9 The most that has been put on behalf of the defendant is an implication that the making of the payment by Mr Lui which he then charged to Genesis caused Growth Equities to become indebted to Genesis. No evidence of any promise of Growth Equities to pay is identified. Genesis has a 55 percent shareholding in Growth Equities. There is evidence of Genesis having given financial support to Growth Equities by way of a letter of comfort addressed to its auditors. There may also have been other aspects of financial support that Genesis gave to Growth Equities. But the fact that a shareholder in a company makes a payment to an outsider which benefits the company cannot, of itself, justify the conclusion that a debt of the company to the shareholder has arisen.
10 In this proceeding, the court is not concerned to come to a firm conclusion as to the existence of the alleged debt of $10,000. Its sole task is to decide whether, in the words of McLelland CJ in Eq in Eyota Pty Ltd v Hanave Pty Ltd (1994) 12 ACSR 785, there is on the question of the debt's existence "a plausible contention requiring further investigation".

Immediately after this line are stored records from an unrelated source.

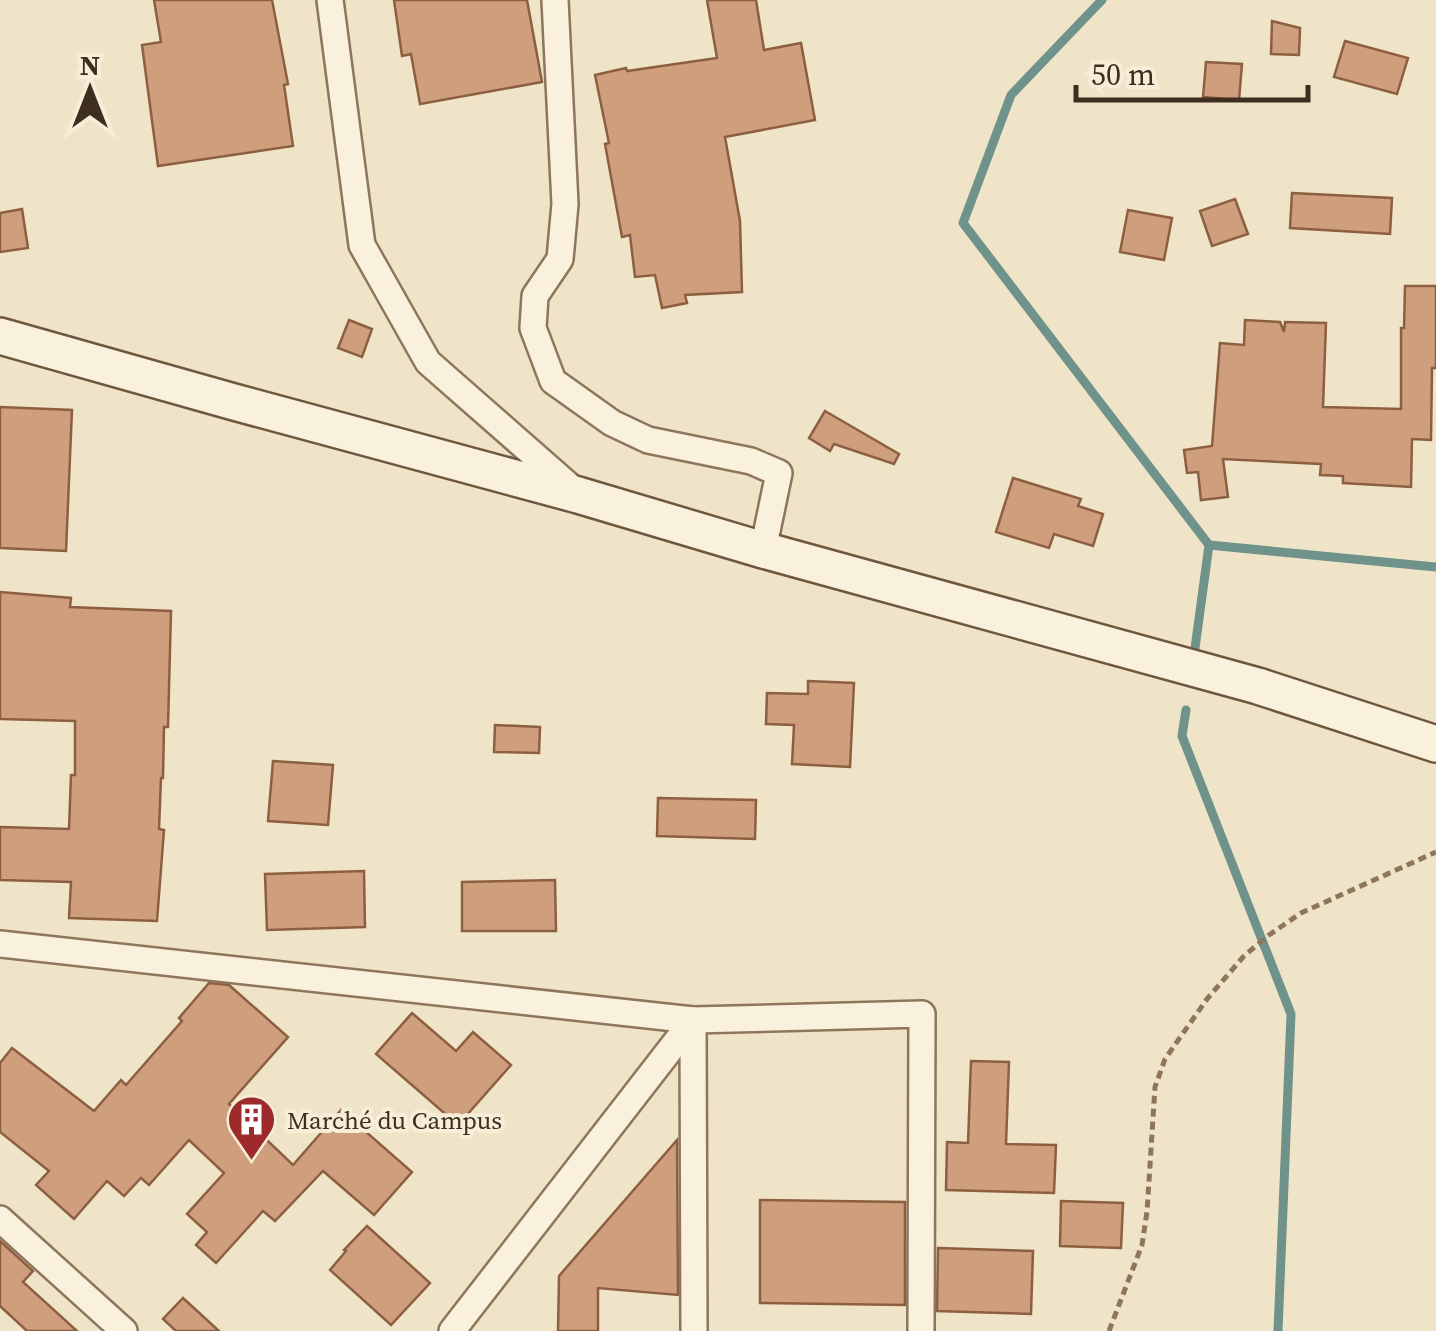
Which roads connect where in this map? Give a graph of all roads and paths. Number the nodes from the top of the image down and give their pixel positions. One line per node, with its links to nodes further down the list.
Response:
1 (330, 0): 4 (street)
2 (555, 0): 5 (street)
3 (0, 336): 4 (street)
4 (578, 495): 5 (street)
5 (764, 550): 6 (street)
6 (1436, 744)
7 (1436, 852): 15 (path)
8 (0, 944): 9 (street)
9 (693, 1020): 12 (street); 13 (street); 14 (street)
10 (0, 1220): 11 (street)
11 (124, 1331)
12 (452, 1331)
13 (694, 1331)
14 (921, 1331)
15 (1109, 1331)

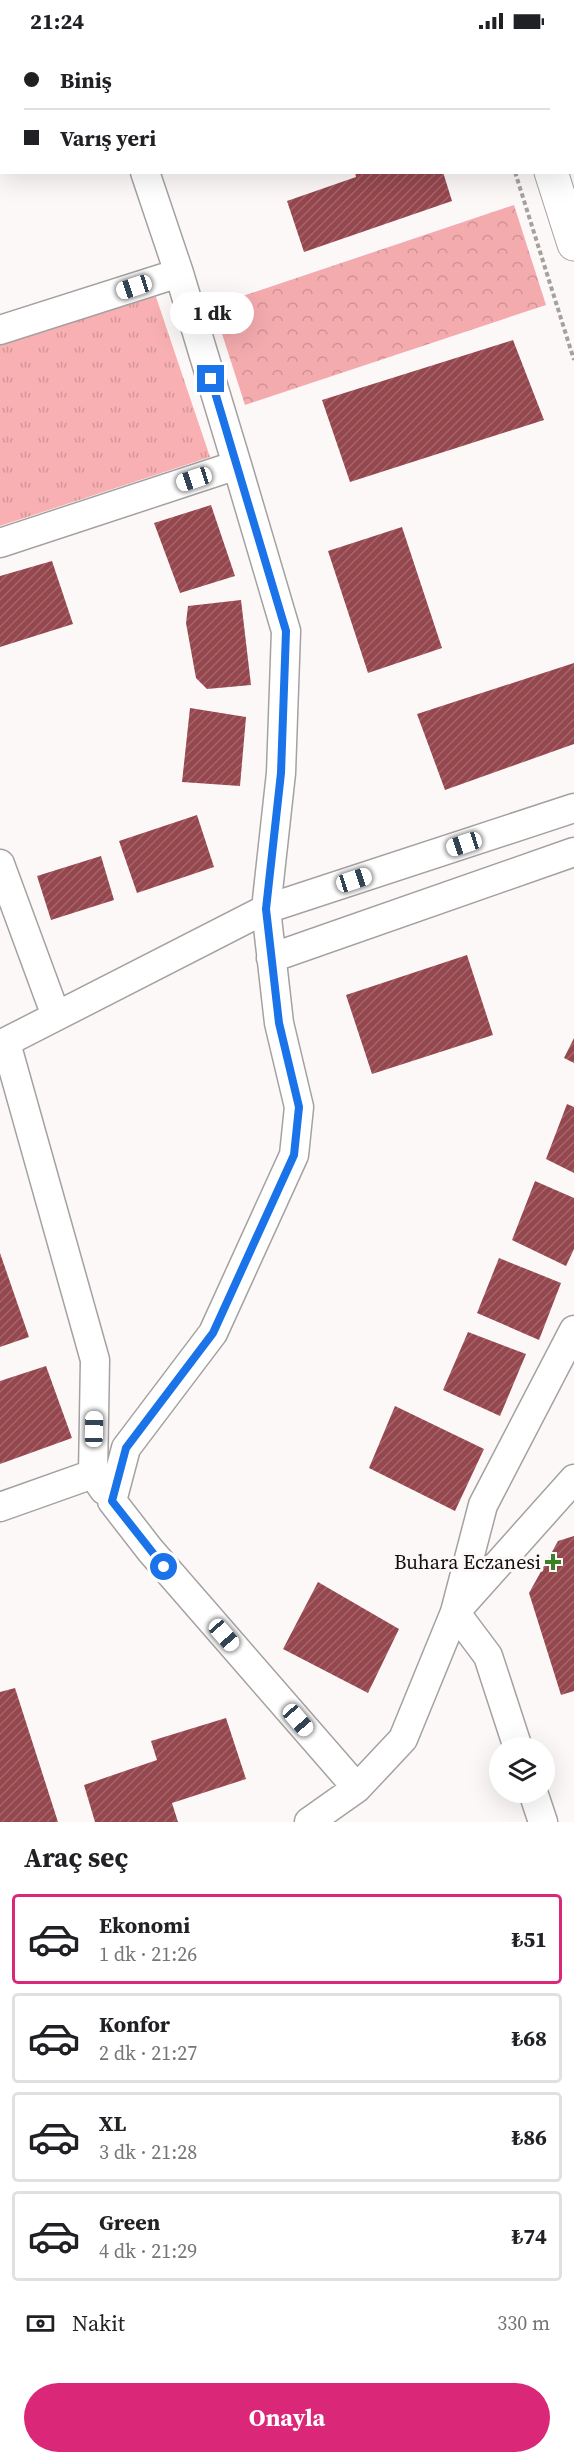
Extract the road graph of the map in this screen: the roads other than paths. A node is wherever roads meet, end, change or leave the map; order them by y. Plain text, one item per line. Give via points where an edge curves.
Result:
1 (146, 174) edge
2 (551, 174) edge
3 (574, 244) edge
4 (179, 273) junction
5 (0, 330) edge
6 (237, 465) junction
7 (0, 543) edge
8 (574, 808) edge
9 (574, 852) edge
10 (0, 864) edge
11 (266, 909) junction
12 (271, 958) junction
13 (56, 1016) junction
14 (3, 1044) edge
15 (574, 1330) edge
16 (93, 1474) junction
17 (574, 1479) edge
18 (112, 1501) junction
19 (0, 1507) edge
20 (454, 1612) junction
21 (514, 1737) edge
22 (357, 1788) junction
23 (537, 1803) edge
24 (309, 1822) edge
25 (543, 1822) edge

1 - 4 street
2 - 3 main road
4 - 5 street
4 - 6 street
6 - 7 street
6 - 11 street via 286,631 281,773
8 - 11 street
9 - 12 street
10 - 13 street
11 - 12 street
11 - 13 street
12 - 18 street via 279,1023 299,1107 294,1155 213,1333 126,1448
13 - 14 street
14 - 16 street via 95,1360
15 - 20 street via 483,1505
16 - 18 street
16 - 19 street
17 - 20 street
18 - 22 street
20 - 21 street via 488,1656
20 - 22 street via 403,1739
22 - 24 street
23 - 25 street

11 In the circumstances that emerge from the evidence that I have outlined, there is quite obviously a plausible contention that there is no indebtedness of Growth Equities to Genesis in the sum of $10,000. The forum in which the question of the existence of any such debt should be determined is a debt collecting court, not a company court.
12 The ground put forward by the plaintiff based on genuine dispute within s 459(H)(1)(a) is amply made out. There is no need to deal with the plaintiff's alternative submission based on alleged abuse of process.
13 I order that the statutory demand dated 25 June 2010 served on the plaintiff by the defendant be set aside.
(Submissions on costs)
14 The successful plaintiff claims an order that the unsuccessful defendant pay its costs. There can be no question about that. Such an order will be made.
15 The plaintiff also says that the costs should be assessed on the indemnity basis. I accept that submission.
16 The defendant's attempt to sustain the statutory demand by showing that there was no genuine dispute was spectacularly unsuccessful. Indeed, the defendant conceded the plaintiff's claim at the outset except as to the $10,000 item concerning PWC. I have said in relation to that that it was quite obvious that a plausible contention existed.
17 The defendant nevertheless persisted in relying on the implication of a promise to pay in circumstances of earlier financial support. The defendant ought to have conceded the plaintiff's claim in respect of all items in the demand and avoided this matter coming to court at all.
18 There has been “relevant delinquency” on the defendant's part warranting the assessment of costs on the indemnity basis.
19 The costs order therefore is that the defendant pay the plaintiff's costs of the proceedings, such costs to be assessed on the indemnity basis.